1.3 Proposed RAG Architecture

To solve the knowledge gap problem at Parasol Insurance, our team has proposed building a modern, AI-powered solution based on a Retrieval-Augmented Generation (RAG) architecture.

The Core Idea

Instead of relying on an LLM’s general, pre-trained knowledge, a RAG system augments the model by providing it with specific, relevant information retrieved from our own private data sources.

The flow is simple but powerful:

  1. Ingest Knowledge: First, we process our internal documents (like ServiceNow tickets and technical PDFs) and store them as numerical representations (vector embeddings) in a specialized vector database.

  2. User Query: When a support engineer asks a question (e.g., "how to fix VPN connection drops"), we first convert their question into a vector.

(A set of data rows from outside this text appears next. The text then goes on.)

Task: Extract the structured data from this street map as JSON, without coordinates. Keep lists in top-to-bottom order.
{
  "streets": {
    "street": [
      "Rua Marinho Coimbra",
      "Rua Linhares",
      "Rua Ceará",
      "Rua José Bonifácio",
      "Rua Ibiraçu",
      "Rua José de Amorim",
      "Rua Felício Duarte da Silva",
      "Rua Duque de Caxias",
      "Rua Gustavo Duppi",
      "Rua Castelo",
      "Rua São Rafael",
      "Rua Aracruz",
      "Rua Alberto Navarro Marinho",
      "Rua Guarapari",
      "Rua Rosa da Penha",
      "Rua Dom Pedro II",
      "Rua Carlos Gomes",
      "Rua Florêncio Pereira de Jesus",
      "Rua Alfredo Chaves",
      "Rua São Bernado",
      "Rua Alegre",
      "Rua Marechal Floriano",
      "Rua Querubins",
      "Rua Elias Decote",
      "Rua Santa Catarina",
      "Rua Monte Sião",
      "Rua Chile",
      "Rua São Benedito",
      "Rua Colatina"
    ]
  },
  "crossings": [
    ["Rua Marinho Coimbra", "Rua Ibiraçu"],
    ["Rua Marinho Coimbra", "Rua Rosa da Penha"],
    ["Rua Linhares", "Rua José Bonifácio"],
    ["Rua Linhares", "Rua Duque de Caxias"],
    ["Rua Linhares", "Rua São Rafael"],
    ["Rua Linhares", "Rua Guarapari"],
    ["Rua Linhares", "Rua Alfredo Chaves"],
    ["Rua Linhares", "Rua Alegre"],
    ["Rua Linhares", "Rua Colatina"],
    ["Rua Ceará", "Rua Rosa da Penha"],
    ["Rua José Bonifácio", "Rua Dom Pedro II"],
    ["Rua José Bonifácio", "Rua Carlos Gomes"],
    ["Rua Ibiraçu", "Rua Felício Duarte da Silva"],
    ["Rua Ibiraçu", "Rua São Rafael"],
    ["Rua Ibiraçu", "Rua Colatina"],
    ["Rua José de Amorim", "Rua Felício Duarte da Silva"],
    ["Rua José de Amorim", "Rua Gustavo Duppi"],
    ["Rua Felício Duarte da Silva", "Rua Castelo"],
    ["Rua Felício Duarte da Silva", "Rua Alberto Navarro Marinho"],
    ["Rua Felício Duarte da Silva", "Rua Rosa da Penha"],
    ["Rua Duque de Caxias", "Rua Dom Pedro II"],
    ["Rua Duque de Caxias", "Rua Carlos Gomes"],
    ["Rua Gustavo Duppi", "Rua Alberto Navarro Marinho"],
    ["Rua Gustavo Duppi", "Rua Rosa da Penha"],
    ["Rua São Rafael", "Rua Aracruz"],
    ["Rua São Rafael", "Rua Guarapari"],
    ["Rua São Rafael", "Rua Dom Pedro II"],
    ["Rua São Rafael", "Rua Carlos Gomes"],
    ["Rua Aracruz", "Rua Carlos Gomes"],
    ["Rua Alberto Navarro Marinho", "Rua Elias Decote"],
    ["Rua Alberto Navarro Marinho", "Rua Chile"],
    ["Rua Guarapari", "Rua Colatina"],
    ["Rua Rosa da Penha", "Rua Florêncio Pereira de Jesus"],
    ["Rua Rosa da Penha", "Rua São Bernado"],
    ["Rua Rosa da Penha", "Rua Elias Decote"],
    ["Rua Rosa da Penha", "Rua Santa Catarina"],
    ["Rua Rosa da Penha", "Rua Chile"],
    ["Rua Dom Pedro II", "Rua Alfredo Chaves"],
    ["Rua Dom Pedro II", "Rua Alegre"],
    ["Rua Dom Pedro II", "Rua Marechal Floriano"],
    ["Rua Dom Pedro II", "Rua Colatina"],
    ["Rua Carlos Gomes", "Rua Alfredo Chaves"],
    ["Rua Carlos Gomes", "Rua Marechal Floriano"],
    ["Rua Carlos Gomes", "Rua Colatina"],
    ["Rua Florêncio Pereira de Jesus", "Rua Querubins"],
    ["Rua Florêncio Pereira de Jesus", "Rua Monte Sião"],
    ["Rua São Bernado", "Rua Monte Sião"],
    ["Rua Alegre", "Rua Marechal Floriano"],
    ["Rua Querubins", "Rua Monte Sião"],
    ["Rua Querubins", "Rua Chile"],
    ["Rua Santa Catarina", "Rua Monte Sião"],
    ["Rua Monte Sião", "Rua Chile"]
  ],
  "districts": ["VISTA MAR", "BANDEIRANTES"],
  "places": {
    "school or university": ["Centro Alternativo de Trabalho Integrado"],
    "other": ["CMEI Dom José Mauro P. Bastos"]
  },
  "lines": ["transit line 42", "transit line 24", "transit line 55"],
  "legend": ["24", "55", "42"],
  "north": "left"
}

  3. Retrieve Context: We use the question vector to perform a similarity search in our vector database, retrieving the most relevant chunks of text from our past tickets and documents.

  4. Augment and Generate: We then pass the user’s original question and the retrieved context to the LLM. The LLM uses this context to generate a concise, accurate, and trustworthy answer based on our own data rather than generic responses.

High-level overview of the Retrieval-Augmented Generation (RAG) architecture.

The Benefits

This approach offers significant advantages over traditional knowledge management systems and generic LLMs:

  • Reduced Resolution Time: Support engineers get instant, accurate answers, drastically reducing the time spent searching for solutions.

  • Increased Consistency: All engineers, regardless of experience level, receive solutions based on the same high-quality, curated knowledge base.

  • Lower Training Costs: New hires can become productive faster by querying the RAG system instead of relying solely on senior staff.

  • Data Security & Privacy: By using a local vector database (Milvus) and running models within our own OpenShift AI environment, sensitive company data never leaves our secure, private cloud. This addresses major compliance and privacy concerns.

Why This Technology Stack?

We have carefully chosen a set of powerful, cloud-native technologies to build this solution on Red Hat OpenShift:

  • OpenShift AI provides a comprehensive, pre-integrated platform for the entire AI/ML lifecycle. We will use Kubeflow Pipelines to build repeatable, scalable, and automated data ingestion workflows that process our ServiceNow tickets and PDFs.

  • Milvus Vector Database on OpenShift: Milvus is a leading open-source vector database designed for high-performance similarity searches at scale. Running it on OpenShift gives us enterprise-grade reliability, scalability, and security.

  • Knative Eventing for Real-Time Processing: For document ingestion, we will use Knative to create an event-driven workflow. When a new PDF is uploaded, a serverless function will automatically trigger our data pipeline to process and index the document.